Righting Australia’s National Housing Crisis
In a recent Canadian poll, housing affordability came in just behind national security as most the important issue for Canadians. The Canadian government responded promptly to concerns by releasing a new housing affordability and homelessness plan. Earlier this year in the French national elections, housing and homelessness became major campaign issues after a cleverly organized campaign around rising homelessness saw people from all levels of French society braving wintry conditions to camp in protest along the Seine. It remains unclear just what needs to be done in this country to get our federal government to take housing issues seriously. Unfortunately, the government’s dismissive response to a recent UN report which investigates the state of housing in Australia offers little promise that we will start to see a new commitment to making housing more accessible and affordable for all Australians.
The report presented at the UN Human Rights Council in Geneva on 12 June, is based on observations made by the UN Special Rapporteur on the Right to Adequate Housing, Miloon Kothari, during his three week visit to Australia in August last year. In his report, Kothari describes what he saw as a ‘serious hidden national housing crisis’ that in some parts of the country has resulted in a ‘humanitarian tragedy’.
The report highlights appalling housing conditions for Indigenous people, women (particularly those fleeing family violence), and the large homeless population spread through our cities, towns and in the bush. The report concludes that Australia has failed to implement its obligation to fulfil the right to adequate housing. The report also makes a number of specific, practical recommendations, including the establishment of a national housing ministry and increased spending on public housing and crisis accommodation services. It recommends the amendment of various laws that impact disproportionately on people experiencing homelessness. It also stresses the need for greater consultation with groups that are most significantly affected by inadequate housing.
That we are in the grip of a housing affordability crisis will come as little surprise to most Australians. Latest estimates indicate that 35% of low-income households are under ‘housing stress’, meaning that their housing costs are so great that there is not enough left over to meet other basic needs.
But instead of engaging with the substance of the report and tackling the issues in a constructive way, the federal government admonished the UN for dedicating its resources to a country where human rights violations are not ‘serious’, dismissing the report as ‘unbalanced’ and ‘inadequate,’ and as pandering to ‘special interest’ groups.
Such a statement reveal a critical misunderstanding of what the Australian government’s obligations are in relation to the right to adequate housing – that is, to devote the maximum of its available resources to ensure conditions that allow all people to live with basic dignity. Furthermore, it suggests that adequate housing is low on the government’s priority list.
The government’s response is not just bad news for diplomacy, it is also bad news for the 100,000 people across Australia who experience homelessness on any given night. It is bad news for those who are regularly refused crisis accommodation because of a desperate lack of resources. It is bad news for those who, even after 10 years, are still waiting for public housing. And, it is bad news for those low and middle income Australians who are feeling the pinch of high rent and impossibly high mortgage repayments.

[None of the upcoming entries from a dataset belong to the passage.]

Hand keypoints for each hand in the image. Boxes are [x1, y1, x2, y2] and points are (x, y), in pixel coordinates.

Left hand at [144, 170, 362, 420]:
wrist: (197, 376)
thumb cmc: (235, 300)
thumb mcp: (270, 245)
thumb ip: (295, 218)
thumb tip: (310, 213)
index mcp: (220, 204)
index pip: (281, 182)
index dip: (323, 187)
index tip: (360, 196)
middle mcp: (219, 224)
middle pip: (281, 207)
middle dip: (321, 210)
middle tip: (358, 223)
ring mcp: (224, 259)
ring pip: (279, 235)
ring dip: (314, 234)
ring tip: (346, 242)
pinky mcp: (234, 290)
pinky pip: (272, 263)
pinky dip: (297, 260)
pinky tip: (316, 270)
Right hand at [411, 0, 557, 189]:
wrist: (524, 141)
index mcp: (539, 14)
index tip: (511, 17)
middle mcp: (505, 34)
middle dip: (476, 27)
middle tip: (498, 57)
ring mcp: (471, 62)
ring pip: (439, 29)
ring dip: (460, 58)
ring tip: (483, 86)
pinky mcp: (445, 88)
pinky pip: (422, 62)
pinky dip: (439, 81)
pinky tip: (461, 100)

Consider for a moment the response of the Spanish government, which was also criticized for the poor state of housing in some areas of Spain. While not conceding to all of the issues raised, Spain welcomed the analysis and the practical recommendations for reform and committed itself to addressing low levels of public housing.
One of the primary criticisms contained in the report on Australia is that there appears to be very little political will at a federal level to tackle the issue of affordable, safe and culturally appropriate housing in a long term, holistic way. Unfortunately the government’s reaction seems only to reaffirm this point.

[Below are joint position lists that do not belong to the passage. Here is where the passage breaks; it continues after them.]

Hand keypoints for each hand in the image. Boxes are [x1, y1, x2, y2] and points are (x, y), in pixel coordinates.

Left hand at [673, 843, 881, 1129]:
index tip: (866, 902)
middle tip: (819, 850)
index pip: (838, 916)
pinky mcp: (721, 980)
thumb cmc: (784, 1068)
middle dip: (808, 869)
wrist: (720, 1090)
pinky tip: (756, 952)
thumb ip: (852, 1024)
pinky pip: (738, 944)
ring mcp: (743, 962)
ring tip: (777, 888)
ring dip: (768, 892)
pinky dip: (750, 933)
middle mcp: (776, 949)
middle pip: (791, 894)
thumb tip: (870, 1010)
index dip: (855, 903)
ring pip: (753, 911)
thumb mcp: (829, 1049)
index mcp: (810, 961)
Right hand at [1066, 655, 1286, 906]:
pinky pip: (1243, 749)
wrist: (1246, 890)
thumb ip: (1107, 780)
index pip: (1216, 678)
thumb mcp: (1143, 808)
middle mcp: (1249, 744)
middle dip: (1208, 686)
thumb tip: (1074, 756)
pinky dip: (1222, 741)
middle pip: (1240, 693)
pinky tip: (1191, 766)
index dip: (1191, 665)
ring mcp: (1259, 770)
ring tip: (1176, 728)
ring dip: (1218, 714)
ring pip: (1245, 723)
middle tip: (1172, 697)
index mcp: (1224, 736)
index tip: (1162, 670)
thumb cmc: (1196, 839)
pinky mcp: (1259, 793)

Let’s hope that the response on 12 June was just hot headed and reactive. Let’s hope that with a more sober reflection of the report there will come recognition of the fundamental importance that having somewhere safe and secure to live plays in every social, employment, educational, justice and health initiative. Let’s also hope that the state and territory governments to whom the same human rights obligations apply, step up to the plate and show that these are serious issues, worthy of serious attention.

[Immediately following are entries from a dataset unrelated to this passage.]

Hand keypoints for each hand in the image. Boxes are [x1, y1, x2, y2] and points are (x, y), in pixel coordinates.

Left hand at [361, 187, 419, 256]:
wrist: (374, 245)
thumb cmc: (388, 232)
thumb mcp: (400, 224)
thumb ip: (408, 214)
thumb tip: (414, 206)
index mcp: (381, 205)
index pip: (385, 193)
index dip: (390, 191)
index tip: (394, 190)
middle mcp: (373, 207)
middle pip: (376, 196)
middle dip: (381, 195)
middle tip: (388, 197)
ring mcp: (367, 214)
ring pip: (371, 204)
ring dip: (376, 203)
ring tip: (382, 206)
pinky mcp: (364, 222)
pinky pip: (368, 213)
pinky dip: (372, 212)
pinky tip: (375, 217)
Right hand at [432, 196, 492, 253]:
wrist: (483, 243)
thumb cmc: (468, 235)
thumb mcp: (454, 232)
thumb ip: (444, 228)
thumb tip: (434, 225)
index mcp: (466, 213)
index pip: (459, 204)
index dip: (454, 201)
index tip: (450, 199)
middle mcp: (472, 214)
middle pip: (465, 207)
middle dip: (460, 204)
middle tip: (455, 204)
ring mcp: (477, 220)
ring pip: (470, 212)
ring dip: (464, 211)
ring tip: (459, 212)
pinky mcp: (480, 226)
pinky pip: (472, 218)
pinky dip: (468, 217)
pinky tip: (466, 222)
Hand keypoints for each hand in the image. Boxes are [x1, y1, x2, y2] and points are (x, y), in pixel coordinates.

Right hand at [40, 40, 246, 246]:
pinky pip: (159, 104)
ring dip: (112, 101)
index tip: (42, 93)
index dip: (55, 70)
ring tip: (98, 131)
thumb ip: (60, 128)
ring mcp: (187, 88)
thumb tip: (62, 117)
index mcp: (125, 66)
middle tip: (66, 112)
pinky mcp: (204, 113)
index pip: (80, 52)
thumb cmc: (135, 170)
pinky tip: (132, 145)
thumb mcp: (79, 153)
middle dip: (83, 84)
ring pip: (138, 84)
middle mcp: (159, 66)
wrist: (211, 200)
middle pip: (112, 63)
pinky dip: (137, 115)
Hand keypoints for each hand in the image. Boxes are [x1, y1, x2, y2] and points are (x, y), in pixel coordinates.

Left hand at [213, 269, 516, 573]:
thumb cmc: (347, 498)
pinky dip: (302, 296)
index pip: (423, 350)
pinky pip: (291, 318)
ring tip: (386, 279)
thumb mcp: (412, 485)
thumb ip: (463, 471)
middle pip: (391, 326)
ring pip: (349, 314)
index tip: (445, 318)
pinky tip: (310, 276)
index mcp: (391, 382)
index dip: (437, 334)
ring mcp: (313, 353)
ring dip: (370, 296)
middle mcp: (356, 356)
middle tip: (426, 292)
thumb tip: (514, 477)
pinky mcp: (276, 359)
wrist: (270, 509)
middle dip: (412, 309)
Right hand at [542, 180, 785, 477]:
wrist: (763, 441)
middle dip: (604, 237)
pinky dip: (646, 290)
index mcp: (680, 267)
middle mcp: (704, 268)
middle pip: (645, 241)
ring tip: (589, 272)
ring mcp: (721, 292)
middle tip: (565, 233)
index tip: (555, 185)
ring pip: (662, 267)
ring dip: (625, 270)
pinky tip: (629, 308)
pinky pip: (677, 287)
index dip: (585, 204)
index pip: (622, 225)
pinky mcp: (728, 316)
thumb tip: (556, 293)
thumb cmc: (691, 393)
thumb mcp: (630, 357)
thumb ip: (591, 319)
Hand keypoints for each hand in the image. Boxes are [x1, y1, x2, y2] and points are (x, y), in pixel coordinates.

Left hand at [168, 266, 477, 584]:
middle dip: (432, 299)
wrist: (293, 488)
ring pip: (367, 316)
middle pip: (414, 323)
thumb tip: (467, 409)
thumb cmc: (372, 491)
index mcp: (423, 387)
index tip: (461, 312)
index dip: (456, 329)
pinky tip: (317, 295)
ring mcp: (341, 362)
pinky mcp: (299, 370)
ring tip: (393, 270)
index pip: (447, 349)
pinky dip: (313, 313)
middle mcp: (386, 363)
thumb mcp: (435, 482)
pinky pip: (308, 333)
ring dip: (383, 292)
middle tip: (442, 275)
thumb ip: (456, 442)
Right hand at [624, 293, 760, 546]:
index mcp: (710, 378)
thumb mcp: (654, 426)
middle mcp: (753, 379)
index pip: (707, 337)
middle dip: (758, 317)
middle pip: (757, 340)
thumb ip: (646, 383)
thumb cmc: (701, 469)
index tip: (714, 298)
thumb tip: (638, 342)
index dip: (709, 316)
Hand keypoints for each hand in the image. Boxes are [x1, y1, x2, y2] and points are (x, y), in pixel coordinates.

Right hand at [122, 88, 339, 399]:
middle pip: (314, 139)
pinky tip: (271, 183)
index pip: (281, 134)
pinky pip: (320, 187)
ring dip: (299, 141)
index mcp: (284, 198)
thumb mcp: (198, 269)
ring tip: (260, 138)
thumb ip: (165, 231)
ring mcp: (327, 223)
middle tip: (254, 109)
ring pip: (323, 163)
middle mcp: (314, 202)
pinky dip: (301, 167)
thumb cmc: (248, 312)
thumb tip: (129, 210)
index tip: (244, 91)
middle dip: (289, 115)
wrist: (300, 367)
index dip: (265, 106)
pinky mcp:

The Australian Federal Government recently announced a budget surplus – its tenth in eleven years – of $10.6 billion. With domestic and international pressure mounting, surely it is now time for the government to understand that unless there is long-term, comprehensive investment into addressing the housing crisis and its consequences, those who have been relegated to the footnotes of the government’s economic success story will soon hit the front page.
Kristen Hilton is the Coordinator and Principal Solicitor of the PILCH Homeless Persons’ Legal Clinic in Melbourne. She was in Geneva for the release of the UN report.